Todd Washington will look to open up the Houston offense against his former teammates and coaches.
Whether he admits it or not, Todd Washington marked December 14 off on his mental calendar the day the NFL released the league's 2003 season schedule.
Now, the anxiously awaited game week has arrived and the Texans starting left guard will return back to Tampa Bay and Raymond James Stadium, the venue where he spent last season's memorable Super Bowl run as part of the Buccaneers' offensive unit.
And while Tampa Bay reveled in a successful new head coach and a championship trophy for the city, all was not sparkling under the silver lining.
Washington had just wrapped up his fifth season in Tampa Bay, who drafted him in 1998 as their fourth-round pick out of Virginia Tech. It had been his only NFL stop, and over five years, Washington was one of the Buccaneers steady contributors, helping an 8-8 team his rookie season, develop a winning streak of 11-5, 10-6, 9-7 and 12-4 campaigns.
But all of the wins in the world didn't really help Washington satisfy his personal goals. His value was priceless. Washington was able to help the Buccaneers out at left guard, right guard, center and special teams but was never really given a permanent starting nod.
So after the confetti settled and the parades came to an end last February, Washington had to make a decision. He had reached unrestricted free agent status and was free to find another NFL home, a place where he could finally notch a starting roster spot.
"I think I felt like I overstayed my welcome in Tampa," Washington said about his situation last spring. "You can tell when they don't want you any more. It's a business, yes. But personally, it stinks.
"I know I could play this game. I knew I could start. This team (Houston) gave me the best opportunity and I'm happy here."
Washington's opportunity knocked during the second game this season, when starting left guard Milford Brown went down with an injury. He entered the game and has preserved his spot since, helping running back Domanick Davis rush for four, 100-yard performances.
If there's one game when Washington wants to keep the sack number low and rushing yards substantial, it's against his former counterparts.
"It's a big week for me just because I'm playing my former team," Washington said. "It's not as much playing my former teammates but it's about showing the coaches what they missed out on."
Sunday may put to rest some of Washington's reservations about having to keep his football abilities under wraps for five seasons. But he knows better than anyone about what challenge lies ahead.
Washington played in 51 games with three starts in Tampa and has gone on serve as the Texans starting left guard in nine contests this season.

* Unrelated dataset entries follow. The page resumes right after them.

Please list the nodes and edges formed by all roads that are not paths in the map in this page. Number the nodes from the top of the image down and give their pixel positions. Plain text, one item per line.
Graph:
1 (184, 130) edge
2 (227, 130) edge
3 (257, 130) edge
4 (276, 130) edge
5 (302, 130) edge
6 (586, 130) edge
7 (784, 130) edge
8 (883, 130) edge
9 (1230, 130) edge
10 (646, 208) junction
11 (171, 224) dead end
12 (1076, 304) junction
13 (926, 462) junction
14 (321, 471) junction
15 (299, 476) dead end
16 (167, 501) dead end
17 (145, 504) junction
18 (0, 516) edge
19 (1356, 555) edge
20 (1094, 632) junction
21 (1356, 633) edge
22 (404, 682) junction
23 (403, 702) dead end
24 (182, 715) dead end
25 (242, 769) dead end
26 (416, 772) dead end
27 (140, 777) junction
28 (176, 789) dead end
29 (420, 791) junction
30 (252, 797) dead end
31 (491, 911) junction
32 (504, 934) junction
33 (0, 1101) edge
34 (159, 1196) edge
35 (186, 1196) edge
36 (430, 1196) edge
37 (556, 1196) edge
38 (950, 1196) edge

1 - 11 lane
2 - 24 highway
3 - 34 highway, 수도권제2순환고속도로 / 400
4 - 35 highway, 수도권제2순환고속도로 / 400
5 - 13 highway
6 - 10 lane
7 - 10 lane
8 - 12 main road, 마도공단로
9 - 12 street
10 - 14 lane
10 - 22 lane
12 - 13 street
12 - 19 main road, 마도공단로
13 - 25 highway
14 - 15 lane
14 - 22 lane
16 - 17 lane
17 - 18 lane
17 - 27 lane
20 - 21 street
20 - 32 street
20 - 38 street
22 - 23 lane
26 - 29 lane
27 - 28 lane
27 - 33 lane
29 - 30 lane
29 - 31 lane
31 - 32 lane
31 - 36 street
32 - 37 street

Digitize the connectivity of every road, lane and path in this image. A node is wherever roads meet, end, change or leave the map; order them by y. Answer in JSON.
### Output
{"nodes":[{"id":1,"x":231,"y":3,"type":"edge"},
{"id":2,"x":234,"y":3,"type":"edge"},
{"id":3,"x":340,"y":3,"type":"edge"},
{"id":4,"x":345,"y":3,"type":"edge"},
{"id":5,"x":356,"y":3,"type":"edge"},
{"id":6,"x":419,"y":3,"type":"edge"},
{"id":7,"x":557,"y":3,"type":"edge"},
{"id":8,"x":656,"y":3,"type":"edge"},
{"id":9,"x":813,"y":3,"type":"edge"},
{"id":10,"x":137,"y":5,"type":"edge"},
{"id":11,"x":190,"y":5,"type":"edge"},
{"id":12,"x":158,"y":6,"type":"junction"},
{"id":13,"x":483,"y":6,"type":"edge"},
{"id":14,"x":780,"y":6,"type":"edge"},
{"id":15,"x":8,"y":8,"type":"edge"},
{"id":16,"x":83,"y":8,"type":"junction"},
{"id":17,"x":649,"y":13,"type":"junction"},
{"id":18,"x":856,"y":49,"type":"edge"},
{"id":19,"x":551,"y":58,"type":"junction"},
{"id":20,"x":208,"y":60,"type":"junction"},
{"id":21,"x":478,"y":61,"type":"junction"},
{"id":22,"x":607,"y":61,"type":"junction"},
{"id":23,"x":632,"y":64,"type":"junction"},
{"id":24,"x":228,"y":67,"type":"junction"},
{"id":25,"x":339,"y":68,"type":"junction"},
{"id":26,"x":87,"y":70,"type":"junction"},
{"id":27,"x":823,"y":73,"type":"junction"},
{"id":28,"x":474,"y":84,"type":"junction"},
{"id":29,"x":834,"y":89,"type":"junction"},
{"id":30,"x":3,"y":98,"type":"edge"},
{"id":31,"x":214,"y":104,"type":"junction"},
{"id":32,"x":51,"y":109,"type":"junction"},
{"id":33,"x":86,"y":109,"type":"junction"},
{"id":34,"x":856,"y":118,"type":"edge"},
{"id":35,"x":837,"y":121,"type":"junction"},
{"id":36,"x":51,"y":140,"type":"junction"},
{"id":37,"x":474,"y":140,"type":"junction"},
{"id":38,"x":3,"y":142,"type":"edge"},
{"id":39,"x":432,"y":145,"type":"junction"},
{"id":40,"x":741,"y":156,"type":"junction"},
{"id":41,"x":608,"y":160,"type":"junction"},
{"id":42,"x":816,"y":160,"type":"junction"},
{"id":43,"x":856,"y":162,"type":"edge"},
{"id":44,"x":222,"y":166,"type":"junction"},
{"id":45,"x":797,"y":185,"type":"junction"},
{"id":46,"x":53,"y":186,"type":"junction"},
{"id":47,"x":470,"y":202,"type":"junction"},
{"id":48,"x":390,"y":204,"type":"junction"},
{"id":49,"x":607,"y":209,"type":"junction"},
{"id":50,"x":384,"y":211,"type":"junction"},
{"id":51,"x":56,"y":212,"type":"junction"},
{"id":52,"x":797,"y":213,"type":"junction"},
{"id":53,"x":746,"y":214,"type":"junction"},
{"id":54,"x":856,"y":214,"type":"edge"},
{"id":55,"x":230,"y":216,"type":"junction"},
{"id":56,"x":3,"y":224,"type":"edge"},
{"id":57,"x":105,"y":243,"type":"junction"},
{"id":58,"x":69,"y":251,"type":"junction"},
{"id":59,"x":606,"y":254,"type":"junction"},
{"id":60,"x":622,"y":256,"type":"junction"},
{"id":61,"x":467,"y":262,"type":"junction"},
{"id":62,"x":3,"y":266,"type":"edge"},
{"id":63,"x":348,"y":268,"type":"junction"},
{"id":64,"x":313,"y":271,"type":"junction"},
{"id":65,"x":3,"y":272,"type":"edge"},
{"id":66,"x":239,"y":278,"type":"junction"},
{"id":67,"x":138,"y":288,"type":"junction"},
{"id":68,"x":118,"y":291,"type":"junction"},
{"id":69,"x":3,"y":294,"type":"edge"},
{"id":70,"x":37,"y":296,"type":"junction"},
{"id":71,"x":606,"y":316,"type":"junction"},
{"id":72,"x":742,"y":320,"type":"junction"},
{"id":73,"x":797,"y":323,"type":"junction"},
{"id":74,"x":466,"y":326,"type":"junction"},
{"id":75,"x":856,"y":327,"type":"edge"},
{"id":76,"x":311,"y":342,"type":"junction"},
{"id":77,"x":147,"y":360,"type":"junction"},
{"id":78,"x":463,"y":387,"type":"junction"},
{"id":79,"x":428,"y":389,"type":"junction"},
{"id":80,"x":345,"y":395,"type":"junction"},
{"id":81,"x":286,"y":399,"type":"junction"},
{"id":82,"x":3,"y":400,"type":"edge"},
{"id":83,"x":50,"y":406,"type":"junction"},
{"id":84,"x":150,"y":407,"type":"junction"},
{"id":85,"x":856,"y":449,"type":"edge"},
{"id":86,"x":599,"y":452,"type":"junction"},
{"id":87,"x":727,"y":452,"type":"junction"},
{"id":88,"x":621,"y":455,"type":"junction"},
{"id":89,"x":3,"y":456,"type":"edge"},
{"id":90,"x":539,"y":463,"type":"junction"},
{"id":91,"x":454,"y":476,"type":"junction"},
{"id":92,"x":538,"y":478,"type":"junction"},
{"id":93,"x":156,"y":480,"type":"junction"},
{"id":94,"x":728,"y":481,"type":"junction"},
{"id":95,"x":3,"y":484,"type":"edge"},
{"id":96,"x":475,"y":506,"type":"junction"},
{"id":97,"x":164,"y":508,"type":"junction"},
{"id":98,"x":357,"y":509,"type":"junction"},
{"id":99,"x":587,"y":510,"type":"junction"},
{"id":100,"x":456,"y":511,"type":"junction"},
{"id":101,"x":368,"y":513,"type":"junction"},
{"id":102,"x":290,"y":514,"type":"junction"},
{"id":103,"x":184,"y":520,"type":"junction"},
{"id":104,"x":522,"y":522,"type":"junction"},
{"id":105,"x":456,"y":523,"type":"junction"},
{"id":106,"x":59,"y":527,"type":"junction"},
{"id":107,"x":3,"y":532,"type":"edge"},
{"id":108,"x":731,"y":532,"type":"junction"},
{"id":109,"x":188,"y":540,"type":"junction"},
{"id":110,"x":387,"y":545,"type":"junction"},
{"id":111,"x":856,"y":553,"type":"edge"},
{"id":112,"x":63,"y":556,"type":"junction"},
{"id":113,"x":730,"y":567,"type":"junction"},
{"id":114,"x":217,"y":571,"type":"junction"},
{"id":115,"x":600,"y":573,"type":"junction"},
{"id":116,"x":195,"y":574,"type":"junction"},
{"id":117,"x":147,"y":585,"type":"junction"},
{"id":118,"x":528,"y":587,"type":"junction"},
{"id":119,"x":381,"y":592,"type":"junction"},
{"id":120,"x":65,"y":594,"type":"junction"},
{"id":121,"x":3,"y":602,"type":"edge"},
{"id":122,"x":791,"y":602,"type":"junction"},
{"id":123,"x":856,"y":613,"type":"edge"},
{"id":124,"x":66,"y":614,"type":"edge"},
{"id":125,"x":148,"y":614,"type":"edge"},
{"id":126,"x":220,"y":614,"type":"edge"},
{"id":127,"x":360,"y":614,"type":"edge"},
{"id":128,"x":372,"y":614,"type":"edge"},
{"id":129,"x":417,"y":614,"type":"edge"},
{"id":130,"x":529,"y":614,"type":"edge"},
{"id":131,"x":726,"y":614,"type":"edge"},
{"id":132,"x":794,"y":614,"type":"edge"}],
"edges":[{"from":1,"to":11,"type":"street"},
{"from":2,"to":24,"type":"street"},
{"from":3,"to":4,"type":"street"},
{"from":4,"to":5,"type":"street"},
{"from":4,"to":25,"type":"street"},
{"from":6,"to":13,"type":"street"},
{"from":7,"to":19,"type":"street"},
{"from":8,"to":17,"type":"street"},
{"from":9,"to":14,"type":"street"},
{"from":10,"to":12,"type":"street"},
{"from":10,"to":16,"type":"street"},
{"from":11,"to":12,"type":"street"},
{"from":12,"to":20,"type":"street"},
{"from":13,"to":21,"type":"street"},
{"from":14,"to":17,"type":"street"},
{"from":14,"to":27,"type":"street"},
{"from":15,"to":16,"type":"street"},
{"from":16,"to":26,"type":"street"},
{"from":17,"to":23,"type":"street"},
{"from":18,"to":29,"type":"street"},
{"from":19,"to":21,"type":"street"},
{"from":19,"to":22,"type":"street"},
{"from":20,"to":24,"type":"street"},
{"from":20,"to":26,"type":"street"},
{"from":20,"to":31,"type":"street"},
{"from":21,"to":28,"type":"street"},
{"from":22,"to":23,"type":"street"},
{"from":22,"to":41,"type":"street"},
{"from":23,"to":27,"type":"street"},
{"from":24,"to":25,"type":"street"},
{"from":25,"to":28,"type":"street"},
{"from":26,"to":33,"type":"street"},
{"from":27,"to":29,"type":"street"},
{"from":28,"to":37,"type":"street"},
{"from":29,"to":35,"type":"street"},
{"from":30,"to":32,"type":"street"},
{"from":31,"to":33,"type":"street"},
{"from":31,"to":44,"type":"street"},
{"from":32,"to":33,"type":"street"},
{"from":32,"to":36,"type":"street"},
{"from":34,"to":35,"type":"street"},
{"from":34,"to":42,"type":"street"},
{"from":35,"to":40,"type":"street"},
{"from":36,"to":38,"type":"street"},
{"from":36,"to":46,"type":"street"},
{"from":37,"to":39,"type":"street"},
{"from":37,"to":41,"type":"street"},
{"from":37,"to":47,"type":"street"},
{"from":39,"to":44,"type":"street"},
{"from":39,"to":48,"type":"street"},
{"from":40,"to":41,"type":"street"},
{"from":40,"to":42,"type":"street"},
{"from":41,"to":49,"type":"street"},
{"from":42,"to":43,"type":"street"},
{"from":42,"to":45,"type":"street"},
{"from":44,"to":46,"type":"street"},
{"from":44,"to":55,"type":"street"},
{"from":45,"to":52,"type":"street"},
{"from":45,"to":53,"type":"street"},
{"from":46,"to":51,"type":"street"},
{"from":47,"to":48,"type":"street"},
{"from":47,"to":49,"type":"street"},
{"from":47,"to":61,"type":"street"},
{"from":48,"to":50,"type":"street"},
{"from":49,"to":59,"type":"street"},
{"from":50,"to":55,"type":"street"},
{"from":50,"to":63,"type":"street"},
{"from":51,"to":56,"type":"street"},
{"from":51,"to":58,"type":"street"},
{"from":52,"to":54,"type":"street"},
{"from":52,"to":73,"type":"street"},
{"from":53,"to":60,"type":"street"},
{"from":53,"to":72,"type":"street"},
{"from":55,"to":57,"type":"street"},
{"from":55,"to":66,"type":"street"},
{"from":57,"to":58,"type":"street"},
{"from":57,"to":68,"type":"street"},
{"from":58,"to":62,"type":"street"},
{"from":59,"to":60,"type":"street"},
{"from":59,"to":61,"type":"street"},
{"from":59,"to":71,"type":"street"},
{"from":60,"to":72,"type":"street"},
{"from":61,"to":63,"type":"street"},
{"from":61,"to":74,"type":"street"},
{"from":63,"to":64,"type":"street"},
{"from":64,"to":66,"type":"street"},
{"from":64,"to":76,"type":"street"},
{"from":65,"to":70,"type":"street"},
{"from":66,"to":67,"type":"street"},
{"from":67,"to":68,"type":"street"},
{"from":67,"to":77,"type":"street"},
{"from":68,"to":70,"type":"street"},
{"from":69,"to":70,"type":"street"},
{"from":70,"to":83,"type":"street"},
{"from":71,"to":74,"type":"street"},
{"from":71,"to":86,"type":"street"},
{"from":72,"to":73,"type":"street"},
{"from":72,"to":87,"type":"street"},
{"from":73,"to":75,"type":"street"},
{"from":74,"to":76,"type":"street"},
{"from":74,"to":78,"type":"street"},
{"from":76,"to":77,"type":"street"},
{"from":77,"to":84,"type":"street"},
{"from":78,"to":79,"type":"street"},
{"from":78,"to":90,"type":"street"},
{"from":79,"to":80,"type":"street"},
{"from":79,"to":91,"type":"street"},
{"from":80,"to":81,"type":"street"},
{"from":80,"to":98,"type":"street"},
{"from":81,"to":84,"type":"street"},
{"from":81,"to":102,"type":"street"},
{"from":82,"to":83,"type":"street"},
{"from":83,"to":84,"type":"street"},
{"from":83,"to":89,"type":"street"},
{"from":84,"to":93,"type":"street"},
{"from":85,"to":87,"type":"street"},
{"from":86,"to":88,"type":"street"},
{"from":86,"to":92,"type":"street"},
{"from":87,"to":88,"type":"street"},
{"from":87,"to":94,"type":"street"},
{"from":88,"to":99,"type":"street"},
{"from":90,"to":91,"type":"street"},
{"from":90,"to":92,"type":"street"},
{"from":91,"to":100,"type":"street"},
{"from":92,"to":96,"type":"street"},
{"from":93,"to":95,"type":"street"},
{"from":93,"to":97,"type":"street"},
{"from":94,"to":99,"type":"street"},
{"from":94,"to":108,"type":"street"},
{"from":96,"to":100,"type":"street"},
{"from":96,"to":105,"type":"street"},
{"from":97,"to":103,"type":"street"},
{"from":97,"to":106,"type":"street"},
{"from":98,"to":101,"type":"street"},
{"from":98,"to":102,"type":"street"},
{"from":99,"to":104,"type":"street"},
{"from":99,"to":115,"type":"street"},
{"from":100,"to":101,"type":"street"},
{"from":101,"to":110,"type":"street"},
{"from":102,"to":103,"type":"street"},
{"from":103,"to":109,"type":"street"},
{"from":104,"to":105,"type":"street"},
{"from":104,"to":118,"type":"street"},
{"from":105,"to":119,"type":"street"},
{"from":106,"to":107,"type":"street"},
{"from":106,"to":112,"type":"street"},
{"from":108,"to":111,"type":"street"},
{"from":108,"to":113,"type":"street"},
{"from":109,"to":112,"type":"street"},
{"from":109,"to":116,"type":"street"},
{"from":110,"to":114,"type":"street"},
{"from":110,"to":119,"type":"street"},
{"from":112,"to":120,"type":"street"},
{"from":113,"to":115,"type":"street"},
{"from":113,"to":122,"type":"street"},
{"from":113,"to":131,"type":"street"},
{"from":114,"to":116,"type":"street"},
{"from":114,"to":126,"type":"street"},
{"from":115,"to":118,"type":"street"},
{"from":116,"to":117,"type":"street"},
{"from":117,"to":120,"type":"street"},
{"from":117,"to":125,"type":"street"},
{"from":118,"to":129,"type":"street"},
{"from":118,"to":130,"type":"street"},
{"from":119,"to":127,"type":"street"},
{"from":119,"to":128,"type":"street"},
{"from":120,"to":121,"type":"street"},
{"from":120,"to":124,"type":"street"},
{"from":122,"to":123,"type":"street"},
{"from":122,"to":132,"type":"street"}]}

Practicing for years against one of the league's stingiest defenses prepared him well. But being familiar with the Buccaneer's defensive forces doesn't make it any easier, especially when the NFL's seventh-ranked unit has Warren Sapp lining up along the front line.
If Sapp's foot injury allows him to be active on Sunday, Washington will spend a lot of time going head-to-head with the defensive tackle where the possibility of re-hashing old times over helmet sparring is a probability.
"You can't relax for one," Washington said about preparing for Sapp. "He's a guy that can come after you with three or four moves on one pass rush.
"He causes a lot of teams problems, this season and his whole career. It's going to be a tough game for us."
Washington is well aware of Sapp's on-field trickery. He's also familiar with the sack-savvy tackle's verbal intimidating tactics, dating back to college, when his Hokies faced Sapp's Miami squad once a year in Big East play.
While the two may not consider themselves close friends or distant enemies by any means, their common bond will make the match-up very interesting and quite competitive.
"It should be fun because we've had a lot of good battles in practice and some not-so-good battles in practice," Sapp told the Houston media Wednesday. "We're not on the same team, but we both get those plusses and minuses (coaching grades) after the game, so it will be one of those nice little deals."
Every game on the Texans' 16-game schedule has ranked just as importantly on Washington's docket, but a strong performance in his old stomping grounds will probably taste a little bit sweeter than the rest.